Bruce Springsteen: The River, Revisited (The Imaginary Album)

Time for another reconstructed, imaginary album...

My love for Springsteen has always run hot & cold. As a kid first discovering classic rock in the 70s, I was a big fan of Born to Run and Darkness on the Edge of Town. Especially the latter. I remember one summer at overnight camp, one of my counselors cranking up "Badlands" and "Candy's Room" and "Adam Raised A Cain," partly to piss off another one of my counselors who truly hated Bruce.

But by the time The River came out in late 1980, my interest was fading. I started high school that fall, and my taste was evolving towards new wave and more contemporary-sounding music. Plus, the end of 1979 and beginning of 1980 had seen the arrival of a couple other cultural-landmark double albums--London Calling and The Wall--and as I moved into the fresher, more rocking aspects of the former and the more headphone-friendly intensity of the latter, Bruce just felt like part of the past to me. 

1984's Born In The U.S.A. would put a nail in the coffin, at least for the time being--its omnipresence turned me off, and again the timing couldn't have been worse: it dropped the summer before college, on the cusp of my discovery of college radio and R.E.M. and the Replacements and all the other bands that changed the trajectory of my (musical) life, and Bruce was not a part of that. (Over the past decade, I finally went back and checked out his post-U.S.A. albums, and have found a treasure trove of outstanding music.)

But my lukewarm feelings for The River weren't just a matter of timing; I still liked his music in 1980. The double album was just too overlong and sprawling. Even when I'm in I-love-Springsteen mode, I have a limited attention span; there's a sort of sameness I find in a lot of his music, even the best of it. (Hell, I'd probably cut a bit out of Born to Run and Darkness.) I've got countless live Springsteen shows, and they're invariably fantastic, but in 20-minute chunks; his epic concerts feel more like a bug than a feature to me.

Still, I've often wondered if I might have more appreciation for The River if it were just a little more focused, giving the undeniably killer tracks more room to shine and carving out some of the slower and more repetitious slogs.

So I put together an alternate version of the record, renamed Hungry Hearts

There's too much great music to pare it down to a proper 40-minute single LP; but I trimmed it to under an hour. That mostly meant cutting out some of the ballads, which, for all their lyrical richness, always had me reaching for the skip button.
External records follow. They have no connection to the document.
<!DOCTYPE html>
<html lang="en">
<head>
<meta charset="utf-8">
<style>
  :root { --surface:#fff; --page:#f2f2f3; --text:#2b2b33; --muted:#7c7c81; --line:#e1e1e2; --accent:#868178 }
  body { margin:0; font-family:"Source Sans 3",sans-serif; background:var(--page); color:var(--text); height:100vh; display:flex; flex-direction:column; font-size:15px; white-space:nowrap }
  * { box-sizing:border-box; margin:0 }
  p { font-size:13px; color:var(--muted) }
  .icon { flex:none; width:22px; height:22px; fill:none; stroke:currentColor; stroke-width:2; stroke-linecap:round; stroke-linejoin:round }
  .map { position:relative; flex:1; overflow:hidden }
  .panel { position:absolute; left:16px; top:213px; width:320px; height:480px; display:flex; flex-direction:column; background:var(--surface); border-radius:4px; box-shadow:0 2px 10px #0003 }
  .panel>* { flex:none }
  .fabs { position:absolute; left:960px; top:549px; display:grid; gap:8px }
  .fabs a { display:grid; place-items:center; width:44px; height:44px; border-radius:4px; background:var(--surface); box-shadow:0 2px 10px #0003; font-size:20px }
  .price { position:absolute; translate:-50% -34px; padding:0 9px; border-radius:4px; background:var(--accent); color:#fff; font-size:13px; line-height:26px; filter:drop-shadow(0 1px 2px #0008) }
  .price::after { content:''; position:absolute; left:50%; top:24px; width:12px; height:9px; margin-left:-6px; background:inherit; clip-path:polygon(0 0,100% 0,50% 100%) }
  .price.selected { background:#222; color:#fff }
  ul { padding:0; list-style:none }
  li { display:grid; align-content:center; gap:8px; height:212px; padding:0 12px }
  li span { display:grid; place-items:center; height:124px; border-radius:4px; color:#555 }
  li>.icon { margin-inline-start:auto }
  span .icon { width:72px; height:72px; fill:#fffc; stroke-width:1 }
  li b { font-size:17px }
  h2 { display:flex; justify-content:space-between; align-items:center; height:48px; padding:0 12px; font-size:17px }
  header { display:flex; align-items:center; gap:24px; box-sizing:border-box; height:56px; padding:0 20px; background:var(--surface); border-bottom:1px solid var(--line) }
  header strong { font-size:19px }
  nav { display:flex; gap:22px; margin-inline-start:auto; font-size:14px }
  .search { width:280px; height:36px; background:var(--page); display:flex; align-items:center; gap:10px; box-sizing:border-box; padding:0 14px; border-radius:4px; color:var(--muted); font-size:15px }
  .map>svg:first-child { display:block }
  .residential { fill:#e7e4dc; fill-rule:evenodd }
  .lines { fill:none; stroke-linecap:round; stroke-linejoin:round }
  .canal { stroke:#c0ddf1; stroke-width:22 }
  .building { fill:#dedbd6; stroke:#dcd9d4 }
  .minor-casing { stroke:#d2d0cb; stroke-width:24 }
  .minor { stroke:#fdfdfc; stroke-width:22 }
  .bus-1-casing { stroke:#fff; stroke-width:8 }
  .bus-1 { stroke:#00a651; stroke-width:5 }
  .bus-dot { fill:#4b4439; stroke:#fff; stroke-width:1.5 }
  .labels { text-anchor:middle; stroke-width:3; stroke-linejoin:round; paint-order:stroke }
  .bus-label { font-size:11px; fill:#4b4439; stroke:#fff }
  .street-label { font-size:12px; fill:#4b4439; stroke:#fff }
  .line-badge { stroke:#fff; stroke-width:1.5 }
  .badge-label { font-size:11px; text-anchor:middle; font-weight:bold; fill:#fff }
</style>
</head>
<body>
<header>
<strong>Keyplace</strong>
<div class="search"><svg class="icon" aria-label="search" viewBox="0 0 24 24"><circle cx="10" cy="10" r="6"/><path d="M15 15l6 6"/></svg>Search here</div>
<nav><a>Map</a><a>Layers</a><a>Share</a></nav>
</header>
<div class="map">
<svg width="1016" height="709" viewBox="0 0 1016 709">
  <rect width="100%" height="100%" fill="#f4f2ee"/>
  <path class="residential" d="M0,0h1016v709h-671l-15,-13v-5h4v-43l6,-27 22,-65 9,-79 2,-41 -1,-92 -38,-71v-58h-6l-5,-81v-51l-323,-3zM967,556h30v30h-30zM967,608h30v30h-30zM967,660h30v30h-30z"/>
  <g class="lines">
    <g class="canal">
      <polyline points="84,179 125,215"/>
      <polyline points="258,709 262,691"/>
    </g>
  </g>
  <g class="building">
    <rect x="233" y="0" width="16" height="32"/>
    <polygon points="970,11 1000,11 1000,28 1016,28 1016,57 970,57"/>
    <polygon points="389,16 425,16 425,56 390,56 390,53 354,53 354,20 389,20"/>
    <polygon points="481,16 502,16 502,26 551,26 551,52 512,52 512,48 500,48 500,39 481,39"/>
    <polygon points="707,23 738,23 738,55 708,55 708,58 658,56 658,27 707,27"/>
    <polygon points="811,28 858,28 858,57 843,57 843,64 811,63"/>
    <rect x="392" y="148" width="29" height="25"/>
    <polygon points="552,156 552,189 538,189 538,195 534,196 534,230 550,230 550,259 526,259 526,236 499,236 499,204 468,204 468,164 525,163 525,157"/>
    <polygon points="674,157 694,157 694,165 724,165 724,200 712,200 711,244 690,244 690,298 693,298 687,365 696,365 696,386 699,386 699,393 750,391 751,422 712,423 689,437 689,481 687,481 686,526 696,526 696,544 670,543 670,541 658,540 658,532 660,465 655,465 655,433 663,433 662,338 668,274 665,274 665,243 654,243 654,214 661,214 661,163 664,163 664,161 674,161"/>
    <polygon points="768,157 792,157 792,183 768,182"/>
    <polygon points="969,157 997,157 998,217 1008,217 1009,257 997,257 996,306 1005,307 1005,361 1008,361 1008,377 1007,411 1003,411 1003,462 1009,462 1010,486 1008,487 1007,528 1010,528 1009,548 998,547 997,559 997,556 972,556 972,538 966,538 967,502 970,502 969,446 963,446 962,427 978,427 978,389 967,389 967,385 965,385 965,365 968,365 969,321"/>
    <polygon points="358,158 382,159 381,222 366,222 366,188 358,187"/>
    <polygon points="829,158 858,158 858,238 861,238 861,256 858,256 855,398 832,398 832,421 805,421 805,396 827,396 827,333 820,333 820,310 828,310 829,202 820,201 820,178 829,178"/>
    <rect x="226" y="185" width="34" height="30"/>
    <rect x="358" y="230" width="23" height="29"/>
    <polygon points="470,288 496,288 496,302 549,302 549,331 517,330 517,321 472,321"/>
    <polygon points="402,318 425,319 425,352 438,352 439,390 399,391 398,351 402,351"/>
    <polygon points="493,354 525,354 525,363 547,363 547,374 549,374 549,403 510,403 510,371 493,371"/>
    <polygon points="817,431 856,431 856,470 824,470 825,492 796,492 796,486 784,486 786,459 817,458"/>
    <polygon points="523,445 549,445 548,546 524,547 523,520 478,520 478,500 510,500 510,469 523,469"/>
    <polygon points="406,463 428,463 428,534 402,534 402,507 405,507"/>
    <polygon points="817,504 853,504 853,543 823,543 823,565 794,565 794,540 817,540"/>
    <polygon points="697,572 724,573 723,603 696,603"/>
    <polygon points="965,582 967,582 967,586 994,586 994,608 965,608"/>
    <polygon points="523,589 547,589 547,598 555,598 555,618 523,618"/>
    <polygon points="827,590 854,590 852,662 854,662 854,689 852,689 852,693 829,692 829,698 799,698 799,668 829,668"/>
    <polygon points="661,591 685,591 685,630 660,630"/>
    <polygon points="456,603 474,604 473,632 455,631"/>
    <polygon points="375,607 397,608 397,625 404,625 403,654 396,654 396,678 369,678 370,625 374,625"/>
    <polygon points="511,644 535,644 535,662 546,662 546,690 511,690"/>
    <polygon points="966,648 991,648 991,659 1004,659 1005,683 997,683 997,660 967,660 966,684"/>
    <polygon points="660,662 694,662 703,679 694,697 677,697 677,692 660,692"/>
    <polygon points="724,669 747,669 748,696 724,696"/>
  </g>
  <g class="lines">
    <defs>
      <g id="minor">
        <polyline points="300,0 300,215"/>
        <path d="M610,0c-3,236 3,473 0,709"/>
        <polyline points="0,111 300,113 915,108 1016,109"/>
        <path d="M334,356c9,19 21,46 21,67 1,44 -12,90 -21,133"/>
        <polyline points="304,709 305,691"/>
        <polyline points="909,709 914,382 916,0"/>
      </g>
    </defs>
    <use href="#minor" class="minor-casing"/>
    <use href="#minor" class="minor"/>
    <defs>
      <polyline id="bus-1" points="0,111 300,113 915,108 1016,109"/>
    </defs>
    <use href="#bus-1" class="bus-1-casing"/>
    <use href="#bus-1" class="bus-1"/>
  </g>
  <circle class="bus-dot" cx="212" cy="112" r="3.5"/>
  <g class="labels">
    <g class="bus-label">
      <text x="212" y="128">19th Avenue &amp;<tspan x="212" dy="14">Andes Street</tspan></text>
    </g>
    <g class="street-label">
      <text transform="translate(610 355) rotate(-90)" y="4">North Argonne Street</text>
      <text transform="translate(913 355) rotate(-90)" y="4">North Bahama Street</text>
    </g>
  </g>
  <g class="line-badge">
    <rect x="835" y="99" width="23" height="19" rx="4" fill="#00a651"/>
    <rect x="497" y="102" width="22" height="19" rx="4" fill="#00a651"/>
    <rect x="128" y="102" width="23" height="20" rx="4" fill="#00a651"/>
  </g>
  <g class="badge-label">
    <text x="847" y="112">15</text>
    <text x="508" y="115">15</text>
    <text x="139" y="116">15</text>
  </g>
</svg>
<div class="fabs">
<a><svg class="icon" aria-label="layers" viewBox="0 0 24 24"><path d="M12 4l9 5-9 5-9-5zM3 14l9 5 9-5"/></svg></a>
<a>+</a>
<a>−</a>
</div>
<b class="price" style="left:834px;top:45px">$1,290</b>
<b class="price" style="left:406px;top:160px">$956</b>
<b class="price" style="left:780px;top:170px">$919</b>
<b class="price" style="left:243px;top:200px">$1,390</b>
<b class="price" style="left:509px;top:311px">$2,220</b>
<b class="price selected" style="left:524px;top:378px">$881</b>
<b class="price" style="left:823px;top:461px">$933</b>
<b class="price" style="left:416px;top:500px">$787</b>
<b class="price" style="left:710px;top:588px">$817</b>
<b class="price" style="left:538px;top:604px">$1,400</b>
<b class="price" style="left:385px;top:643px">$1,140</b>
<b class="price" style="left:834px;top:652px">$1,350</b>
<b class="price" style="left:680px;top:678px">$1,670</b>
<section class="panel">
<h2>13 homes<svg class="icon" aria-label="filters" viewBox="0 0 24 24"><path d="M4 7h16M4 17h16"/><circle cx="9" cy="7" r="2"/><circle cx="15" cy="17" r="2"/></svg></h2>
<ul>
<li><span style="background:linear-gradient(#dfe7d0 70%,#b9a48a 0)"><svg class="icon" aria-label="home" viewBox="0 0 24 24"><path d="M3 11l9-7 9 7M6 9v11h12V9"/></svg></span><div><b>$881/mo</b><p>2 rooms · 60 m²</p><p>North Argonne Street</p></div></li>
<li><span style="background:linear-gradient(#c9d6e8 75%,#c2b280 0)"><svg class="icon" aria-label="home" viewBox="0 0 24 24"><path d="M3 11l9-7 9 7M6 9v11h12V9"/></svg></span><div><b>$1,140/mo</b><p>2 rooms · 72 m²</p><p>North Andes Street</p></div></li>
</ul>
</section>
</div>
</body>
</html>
Goodbye, 8-minute "Drive All Night"! Sorry, kinda maudlin "I Wanna Marry You." Some of the upbeat tracks also get jettisoned. "You Can Look" felt too much like a retread; and while I really like "Sherry Darling," I've always found the faux-live recording, with background audience noise, a little distracting in the context of a studio album--better to save it for the live sets. ("Ramrod" was a tougher call, but ultimately was another one I thought better suited to those live releases.)

But I also swapped in a few tracks from the 4-CD River collection box set released a few years ago. I substituted earlier versions of "Stolen Car" and the title track, both of which were a little punchier in their original incarnations (planned for an aborted 1979 album, The Ties That Bind, which he dropped in favor of the denser River). I also added a couple Ties That Bind tracks omitted from The River that needed rescuing from the cutting-room floor, the melodic mid-tempo "Cindy" and especially the poppy "Be True," which Springsteen later conceded should never have been cut from the official release.

I mostly avoided the box set's disc of additional outtakes, figuring I'd save them for another imaginary album project down the road. But I did throw in "Living On The Edge of the World" because I needed a lightweight party track to replace "Sherry Darling," and figured something more unfamiliar would spice up the playlist.

Diehards will likely find all of this blasphemy, but with a more manageable and better sequenced album--how could he have considered anything besides "Fade Away" as an album closer?--I figure I'll at least listen to this one.